Para isso o diretor escolhe contar a narrativa sob o ponto de vista de três protagonistas distintos, mas com o mesmo propósito em mente: o de buscar justiça contra os constantes atos de pedofilia praticados pelo padre da diocese no passado. A escolha dos personagens é feita de forma pontual, ao apresentar a vida de um homem (Alexandre) casado e que não consegue esquecer o que aconteceu com ele quando jovem, outro rapaz (François) que tenta esquecer o ocorrido vivendo apenas o presente, e outro (Emmanuel) com problemas de epilepsia possivelmente acarretados pelos sucessivos atos do padre.
A produção ia bem até metade do segundo ato, depois de um tempo acaba por se tornar cansativo e o filme fica chato, pois a dinâmica inicial, com o início das investigações feitas por Alexandre fazia o longa fluir bem, a trama era bem desenvolvida e não havia muita enrolação em contar os acontecimentos. A partir do momento que entram os dois novos protagonistas, François e Emmanuel, passa a ficar extremamente maçante, em alguns momentos a ponto de ser difícil de acompanhar seus traumas e suas histórias de vida.
A ideia é boa, de apresentar pelo olhar dos três protagonistas seus dramas e traumas mais íntimos. O diretor consegue botar para pensar o telespectador a respeito do terror que aquelas crianças vivenciaram. Alguns cortes rápidos na edição ajudariam a dar maior agilidade para uma história que já sofre pela falta de ação por si só. As cenas em que os personagens conversam entre si são frias e sem emoção. Ajudaria se Ozon parasse de dar voltas no roteiro e chegasse ao resultado final mais rapidamente. O que não era nada enrolativo de início se torna extremamente árduo de acompanhar após um tempo.
Não é um tema dos mais fáceis de se levar para a telona, mas Graças a Deus cumpre seu objetivo de chegar à discussão principal sobre os questionamentos da fé e religião, colocando seus personagens, por em muitos momentos, discutir essa relação da perda da fé após os atos cometidos. É uma discussão pertinente, pois a partir do momento em que as então crianças foram abusadas em um local em que deveria ser de amor e paz, é que vem o golpe de Ozon em tentar dar um tom de denúncia para os fatos abordados.

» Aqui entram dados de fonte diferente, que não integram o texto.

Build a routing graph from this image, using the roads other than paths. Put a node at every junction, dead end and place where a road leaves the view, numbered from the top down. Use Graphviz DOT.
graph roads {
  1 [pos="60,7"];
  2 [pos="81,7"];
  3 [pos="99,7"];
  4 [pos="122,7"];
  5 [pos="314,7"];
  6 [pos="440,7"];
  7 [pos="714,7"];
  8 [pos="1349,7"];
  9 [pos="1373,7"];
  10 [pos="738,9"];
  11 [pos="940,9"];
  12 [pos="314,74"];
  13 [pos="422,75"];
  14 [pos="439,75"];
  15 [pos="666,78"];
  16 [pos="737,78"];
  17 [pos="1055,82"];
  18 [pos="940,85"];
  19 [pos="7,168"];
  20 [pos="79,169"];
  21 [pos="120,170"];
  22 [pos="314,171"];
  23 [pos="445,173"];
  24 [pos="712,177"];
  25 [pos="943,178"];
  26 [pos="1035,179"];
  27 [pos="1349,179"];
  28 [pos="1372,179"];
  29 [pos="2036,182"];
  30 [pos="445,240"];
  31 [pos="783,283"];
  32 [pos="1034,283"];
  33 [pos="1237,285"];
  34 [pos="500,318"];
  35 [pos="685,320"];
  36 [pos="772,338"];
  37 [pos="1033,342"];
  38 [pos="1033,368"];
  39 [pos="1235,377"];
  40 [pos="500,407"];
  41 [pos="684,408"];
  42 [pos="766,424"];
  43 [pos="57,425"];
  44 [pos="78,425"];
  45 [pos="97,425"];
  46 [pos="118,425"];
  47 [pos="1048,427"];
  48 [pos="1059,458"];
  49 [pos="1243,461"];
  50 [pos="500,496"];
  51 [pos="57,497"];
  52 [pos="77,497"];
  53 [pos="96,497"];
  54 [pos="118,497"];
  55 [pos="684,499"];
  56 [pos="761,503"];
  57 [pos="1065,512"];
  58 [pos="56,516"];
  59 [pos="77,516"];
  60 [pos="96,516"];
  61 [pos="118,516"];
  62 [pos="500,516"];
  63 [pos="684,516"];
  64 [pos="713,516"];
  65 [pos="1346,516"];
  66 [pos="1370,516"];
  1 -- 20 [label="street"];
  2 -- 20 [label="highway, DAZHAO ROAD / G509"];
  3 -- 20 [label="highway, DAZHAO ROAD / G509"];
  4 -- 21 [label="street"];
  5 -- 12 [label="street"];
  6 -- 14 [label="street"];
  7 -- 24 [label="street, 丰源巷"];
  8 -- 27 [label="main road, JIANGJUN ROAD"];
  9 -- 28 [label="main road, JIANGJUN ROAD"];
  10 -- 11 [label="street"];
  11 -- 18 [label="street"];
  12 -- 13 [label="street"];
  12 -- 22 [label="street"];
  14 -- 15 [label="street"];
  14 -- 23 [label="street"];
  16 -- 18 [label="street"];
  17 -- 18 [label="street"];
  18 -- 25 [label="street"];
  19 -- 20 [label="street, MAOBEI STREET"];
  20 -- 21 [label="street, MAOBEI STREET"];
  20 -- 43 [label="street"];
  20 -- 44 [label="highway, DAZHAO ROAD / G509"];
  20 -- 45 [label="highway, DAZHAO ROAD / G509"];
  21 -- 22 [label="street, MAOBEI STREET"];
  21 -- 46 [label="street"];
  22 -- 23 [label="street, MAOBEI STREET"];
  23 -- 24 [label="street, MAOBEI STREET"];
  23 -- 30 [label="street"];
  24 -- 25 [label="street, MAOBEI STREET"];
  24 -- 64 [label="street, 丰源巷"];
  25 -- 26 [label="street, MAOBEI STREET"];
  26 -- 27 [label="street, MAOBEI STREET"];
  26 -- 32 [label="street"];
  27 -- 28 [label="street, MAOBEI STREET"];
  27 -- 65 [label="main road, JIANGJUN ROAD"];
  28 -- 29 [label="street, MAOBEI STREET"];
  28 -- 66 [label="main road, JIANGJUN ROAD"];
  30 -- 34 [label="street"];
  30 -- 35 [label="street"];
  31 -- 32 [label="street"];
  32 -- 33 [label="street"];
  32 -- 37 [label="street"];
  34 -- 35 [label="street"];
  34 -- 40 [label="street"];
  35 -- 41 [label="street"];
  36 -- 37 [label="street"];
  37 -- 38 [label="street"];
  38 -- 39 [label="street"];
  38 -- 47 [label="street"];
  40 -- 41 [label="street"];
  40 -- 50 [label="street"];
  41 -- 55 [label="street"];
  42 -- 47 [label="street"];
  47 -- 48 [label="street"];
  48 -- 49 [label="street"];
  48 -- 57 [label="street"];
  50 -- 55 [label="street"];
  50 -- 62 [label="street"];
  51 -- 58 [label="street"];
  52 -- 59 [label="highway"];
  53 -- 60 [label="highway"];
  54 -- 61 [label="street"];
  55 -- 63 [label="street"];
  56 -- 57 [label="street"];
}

O tom usado para contar a trama é de uma frieza e de uma falta de emoção que faz sentido para o que é relatado, tratar a história de uma maneira mais suave não é a ideia de François Ozon. A emoção fica em segundo plano, mas até a metade do segundo ato, com a chegada de François e Emmanuel os sentimentos passam a ser mais bem discutidos ao entender o problema pelos quais passaram no passado. A linguagem é explícita em alguns momentos, não poupam de mencionar como eram feitos os atos sexuais pelo padre. Neste quesito lembra bastante o filme chileno O Clube (Pablo Larraín) em que um dos personagens fala abertamente e sem pudor algum como eram feitos os abusos sexuais pelos padres.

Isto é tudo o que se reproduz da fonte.